The death of Justice Antonin Scalia is sad news for those of us who teach Constitutional Law and who value a good debate. That isn’t to say that he was always (or even usually) right, but rather that he served as either the ideal hero or the ideal foil, depending on one’s perspective. He perfectly illustrated the points he wanted to make, and he always sharpened the issues that were the subject of debate before the United States Supreme Court.

The significance of Justice Scalia’s absence from the Court cannot be overstated, either jurisprudentially or politically. Jurisprudentially, his departure marks a turn away from “originalism” and narrow textualism. Justice Scalia believed that constitutional provisions mean now what they meant (or, more precisely, were reasonably believed by readers to have meant) when they were drafted. The Court is now likely to turn more noticeably in the direction of “the living Constitution” – the view that the Constitution, written in general and vague terms, was meant to change with the times. Textually, Justice Scalia tended to shy away from probing too deeply about the purpose animating constitutional provisions, relying instead on the surficial (which is not to say superficial) meaning of words. The Court will likely now tend toward a more searching (and some would say unmoored) approach as to the meanings of the Constitution’s words.

Politically, Justice Scalia’s death has put the Court in the middle of a firestorm. Most obviously, Justice Scalia’s replacement will move the court in one ideological direction or the other. A Democratic appointee would shift the balance of the Court away from rigid interpretive modalities and toward a more contemporary and literal interpretation of words like liberty and equality – moving the Court to recognize more freedom from governmental involvement in decisions around marriage and reproduction and religious doctrine and also moving the Court to strike down more laws as denying equality to disfavored groups like the LGBT community, immigrants, and ethnic minorities. A Republican appointee would freeze the Court where it is and mean likely defeat for progressives on issues ranging from affirmative action to voting rights for ethnic minorities to the deportation of “Dreamers” to the clean-air standards enunciated in President Obama’s recent executive orders.

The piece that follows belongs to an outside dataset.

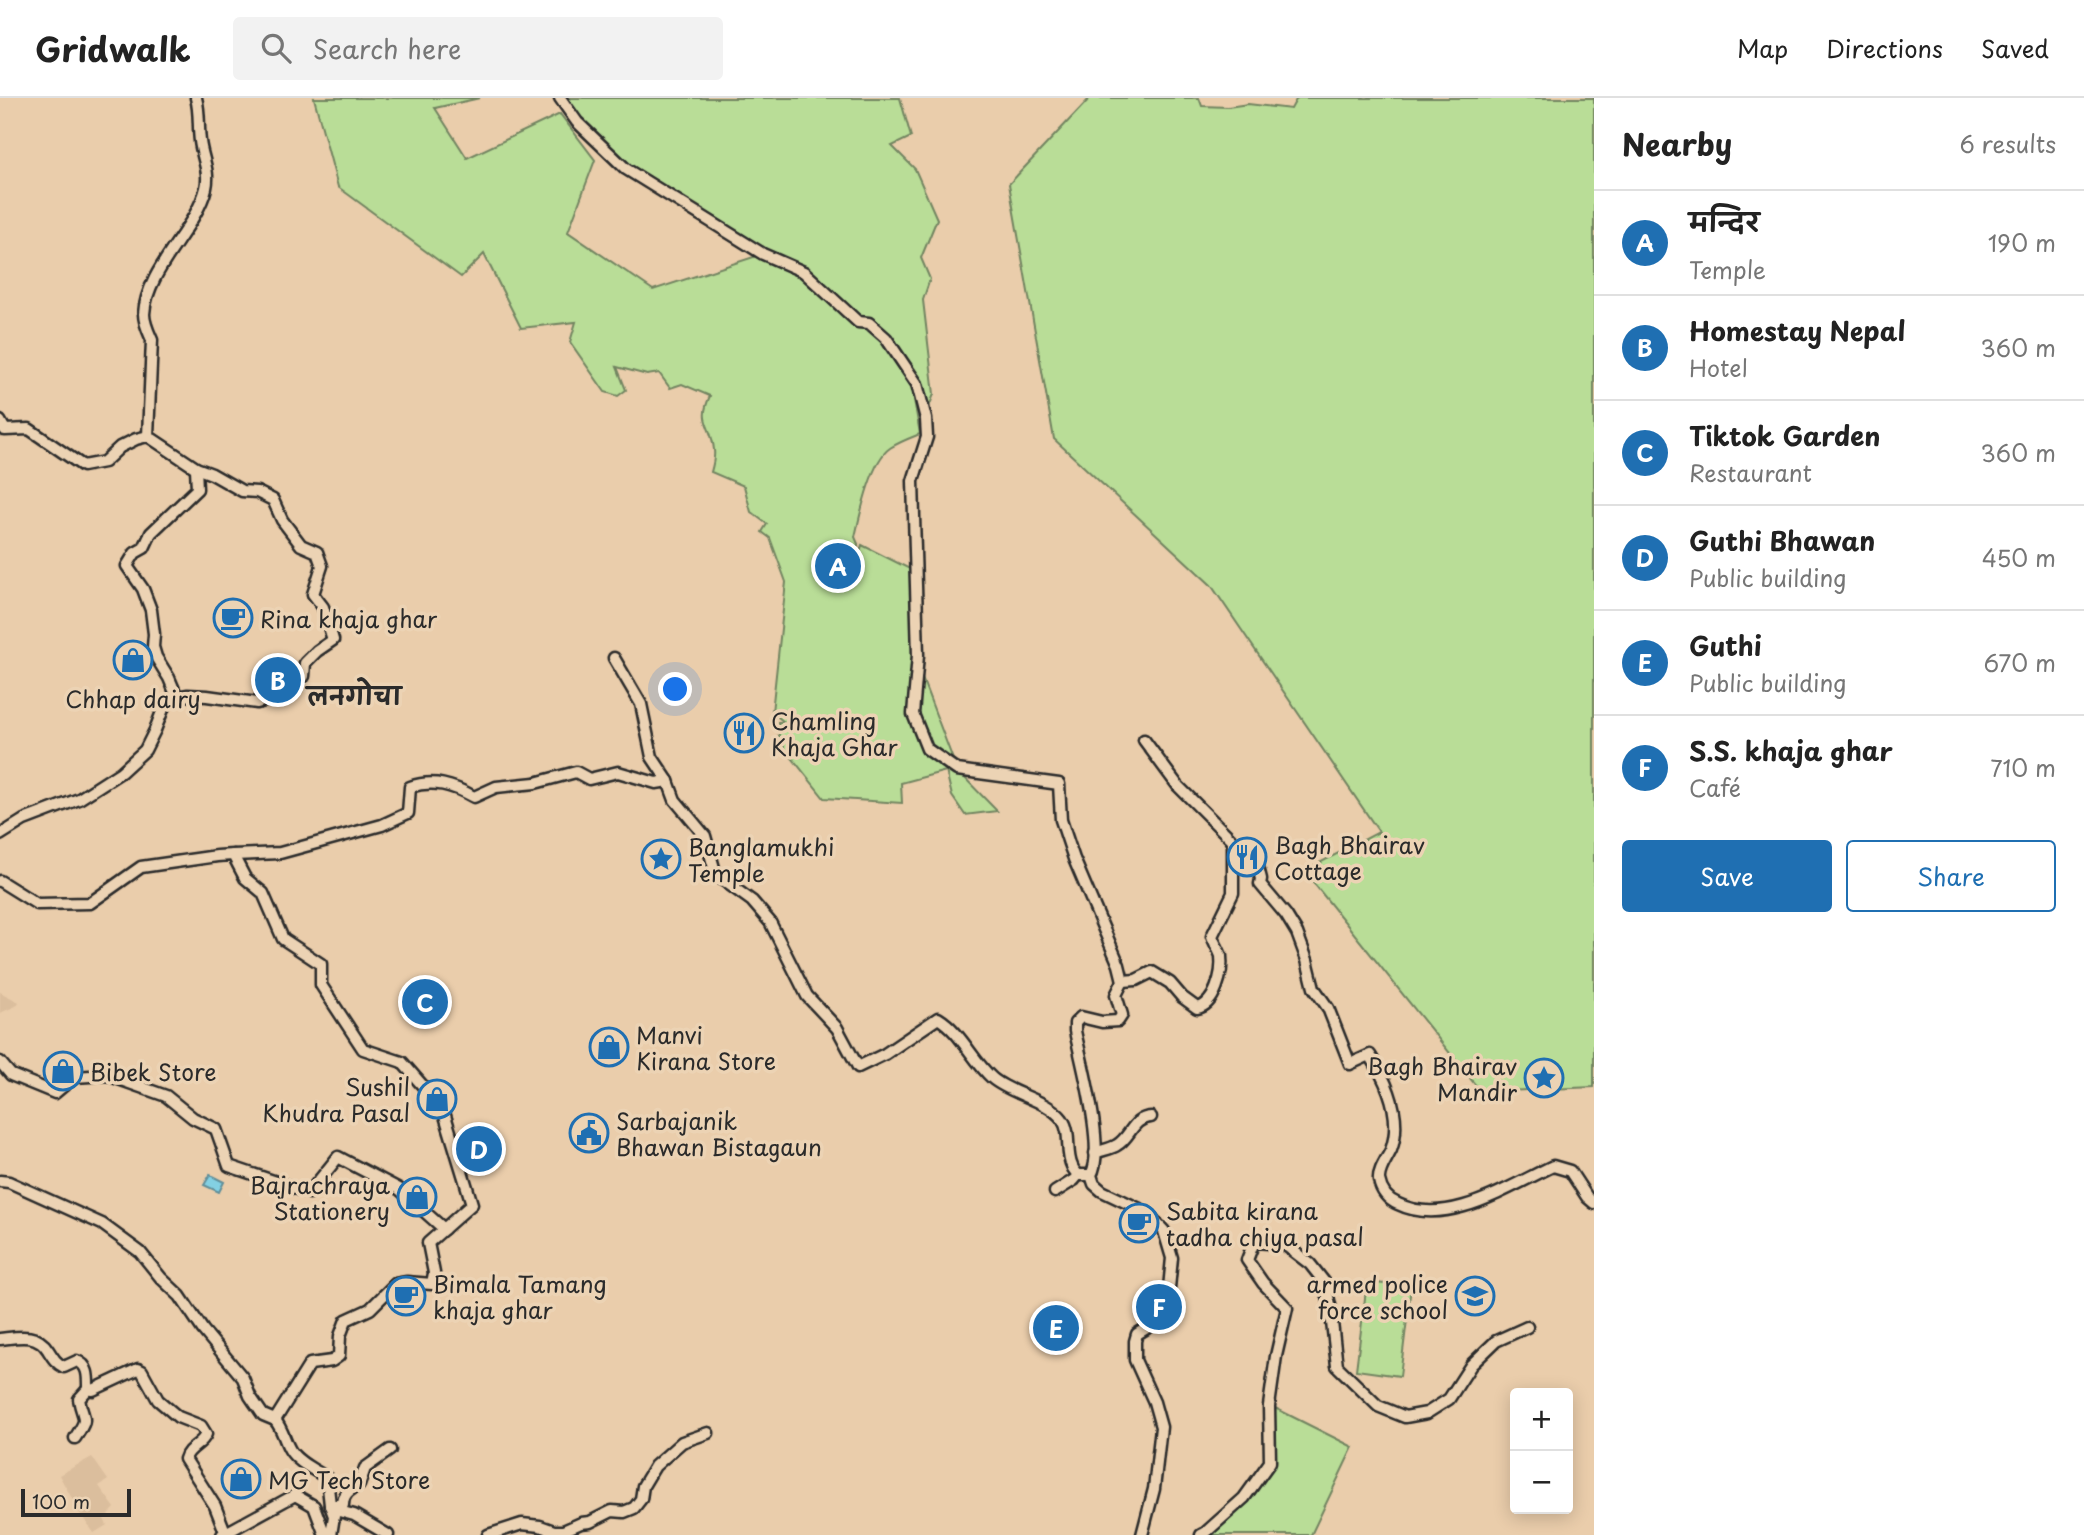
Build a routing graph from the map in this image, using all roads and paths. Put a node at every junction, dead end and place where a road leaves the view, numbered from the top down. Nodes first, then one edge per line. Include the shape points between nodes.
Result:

Perhaps less obviously (but more immediately), Justice Scalia’s death raises questions about the authority of the President and the role of the Senate in appointing Supreme Court justices. As has largely been overlooked by those arguing that the President should abdicate his position as appointer-in-chief, Article II of the Constitution does not say that the President may appoint someone when a Supreme Court vacancy materializes, but that the President shall appoint judges of the Supreme Court. It seems an unremarkable (and hopefully uncontroversial) proposition that the word shall, as used in the law, connotes not just authority, but duty. So those who argue that this President, unlike any before him, would behave in a way that is ultra vires (or that he is any more illegitimate or unsuited to the job) were he to nominate a replacement for Justice Scalia, are on shaky constitutional ground, to say the least.

As to the wisdom of any Senate stonewalling, that is constitutionally left to the Senate. Should the President’s opponents choose to drive this issue into the heart of a contentious political campaign (and should they choose to roll the dice by passing up a potentially moderate nominee on the assumption that somebody like Hillary Clinton will not win the White House and nominate somebody more liberal), the fates will have to sort themselves out.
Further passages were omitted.